The answer is: Heidegger is shit and his followers are stale shit after a 
century. They ought to be treated in the same way Heidegger and his colleagues 
treated their victim. If they aren't the current crop displays compassions for 
the mentally sick, which may be a good idea.

-----Original Message-----
From: lit-ideas-bounce@xxxxxxxxxxxxx [mailto:lit-ideas-bounce@xxxxxxxxxxxxx] On 
Behalf Of John McCreery
Sent: 17 February 2015 01:13
To: lit-ideas@xxxxxxxxxxxxx
Subject: [lit-ideas] Re: Reading Heidegger after publication of the 'Black 
Notebooks'

Chris,

I think it was Richard Rorty who observed that, while their politics were 
antithetical, Heidegger and John Dewey's philosophies of language are similar. 
Speaking not just of philosophy but of theory more broadly, Victor Turner 
suggests that it is not the whole of theories that inform the anthropologist's 
insights, but frequently ideas "extracted from the logical sludge" in which we 
find them embedded. He might have added "from the political dreck" as well. 

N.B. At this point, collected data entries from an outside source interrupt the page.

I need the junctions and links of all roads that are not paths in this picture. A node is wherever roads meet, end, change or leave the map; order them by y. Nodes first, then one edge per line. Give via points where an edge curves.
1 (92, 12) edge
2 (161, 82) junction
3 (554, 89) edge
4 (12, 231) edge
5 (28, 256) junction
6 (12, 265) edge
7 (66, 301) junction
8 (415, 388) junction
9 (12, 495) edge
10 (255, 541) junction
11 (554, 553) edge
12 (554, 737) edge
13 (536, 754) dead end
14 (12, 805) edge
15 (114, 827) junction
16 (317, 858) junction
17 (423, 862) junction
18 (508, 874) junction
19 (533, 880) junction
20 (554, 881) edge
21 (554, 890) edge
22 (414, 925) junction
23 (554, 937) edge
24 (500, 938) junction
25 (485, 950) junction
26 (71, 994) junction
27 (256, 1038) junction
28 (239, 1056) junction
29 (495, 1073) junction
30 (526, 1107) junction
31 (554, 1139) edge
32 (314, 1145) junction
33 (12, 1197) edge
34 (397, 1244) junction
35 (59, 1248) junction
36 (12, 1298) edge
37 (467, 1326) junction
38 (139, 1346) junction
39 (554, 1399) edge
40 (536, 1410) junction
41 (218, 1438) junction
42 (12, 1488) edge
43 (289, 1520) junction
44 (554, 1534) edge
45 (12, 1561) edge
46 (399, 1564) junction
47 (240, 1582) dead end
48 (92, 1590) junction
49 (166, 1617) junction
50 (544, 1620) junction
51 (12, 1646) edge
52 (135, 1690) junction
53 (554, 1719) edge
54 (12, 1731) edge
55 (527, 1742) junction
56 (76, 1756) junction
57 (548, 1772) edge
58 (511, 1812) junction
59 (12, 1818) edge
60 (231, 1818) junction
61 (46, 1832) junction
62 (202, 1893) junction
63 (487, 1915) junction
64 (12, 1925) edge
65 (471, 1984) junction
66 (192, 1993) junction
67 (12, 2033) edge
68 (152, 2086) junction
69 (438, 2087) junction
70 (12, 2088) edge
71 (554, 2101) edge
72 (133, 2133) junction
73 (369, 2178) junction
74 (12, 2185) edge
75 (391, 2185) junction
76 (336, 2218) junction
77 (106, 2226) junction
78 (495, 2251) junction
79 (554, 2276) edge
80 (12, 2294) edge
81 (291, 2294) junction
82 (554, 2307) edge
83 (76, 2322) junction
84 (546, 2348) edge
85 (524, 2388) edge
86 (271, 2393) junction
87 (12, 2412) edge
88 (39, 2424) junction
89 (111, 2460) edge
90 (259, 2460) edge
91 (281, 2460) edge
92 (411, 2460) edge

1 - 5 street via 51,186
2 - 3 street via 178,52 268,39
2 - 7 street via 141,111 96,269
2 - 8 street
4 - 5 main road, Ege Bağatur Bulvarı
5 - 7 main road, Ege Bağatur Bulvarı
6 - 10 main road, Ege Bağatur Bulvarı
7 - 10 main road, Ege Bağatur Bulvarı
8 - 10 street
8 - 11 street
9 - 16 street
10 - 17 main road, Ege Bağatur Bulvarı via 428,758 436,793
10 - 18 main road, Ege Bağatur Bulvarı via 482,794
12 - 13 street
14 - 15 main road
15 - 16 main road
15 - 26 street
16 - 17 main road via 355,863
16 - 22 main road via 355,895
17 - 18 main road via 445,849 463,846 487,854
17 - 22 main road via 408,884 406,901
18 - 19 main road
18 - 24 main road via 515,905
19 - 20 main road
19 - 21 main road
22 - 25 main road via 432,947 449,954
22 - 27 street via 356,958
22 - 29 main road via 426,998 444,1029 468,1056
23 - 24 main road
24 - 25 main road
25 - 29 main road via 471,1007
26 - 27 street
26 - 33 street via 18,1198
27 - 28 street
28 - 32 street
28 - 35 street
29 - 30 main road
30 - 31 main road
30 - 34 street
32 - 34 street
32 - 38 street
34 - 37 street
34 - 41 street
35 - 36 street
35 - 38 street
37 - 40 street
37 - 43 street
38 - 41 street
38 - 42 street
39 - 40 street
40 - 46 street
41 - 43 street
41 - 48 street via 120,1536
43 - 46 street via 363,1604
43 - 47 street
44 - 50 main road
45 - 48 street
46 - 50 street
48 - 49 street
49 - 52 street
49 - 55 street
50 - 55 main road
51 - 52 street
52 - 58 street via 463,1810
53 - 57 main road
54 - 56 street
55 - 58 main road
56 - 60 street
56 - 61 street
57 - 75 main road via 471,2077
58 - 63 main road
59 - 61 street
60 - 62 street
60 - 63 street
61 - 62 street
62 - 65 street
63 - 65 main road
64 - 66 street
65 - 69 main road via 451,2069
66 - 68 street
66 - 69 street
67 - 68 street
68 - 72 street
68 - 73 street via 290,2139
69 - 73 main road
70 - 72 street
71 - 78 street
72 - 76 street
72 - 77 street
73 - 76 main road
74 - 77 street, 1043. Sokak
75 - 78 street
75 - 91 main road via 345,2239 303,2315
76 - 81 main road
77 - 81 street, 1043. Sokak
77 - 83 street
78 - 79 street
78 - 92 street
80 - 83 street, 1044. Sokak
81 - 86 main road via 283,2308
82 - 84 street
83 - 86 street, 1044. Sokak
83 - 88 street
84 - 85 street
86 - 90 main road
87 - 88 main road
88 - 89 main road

Suppose we asked the anthropologist's questions, not "Is Heidegger true or 
valid ?" [in some cosmic, universal sense] but rather, "What were the issues to 
which he was speaking?" and "Why do some people  find his solutions 
compelling?" In other words, approach what he says as myth and examine why, not 
everyone, but at least a few other human beings, embrace it?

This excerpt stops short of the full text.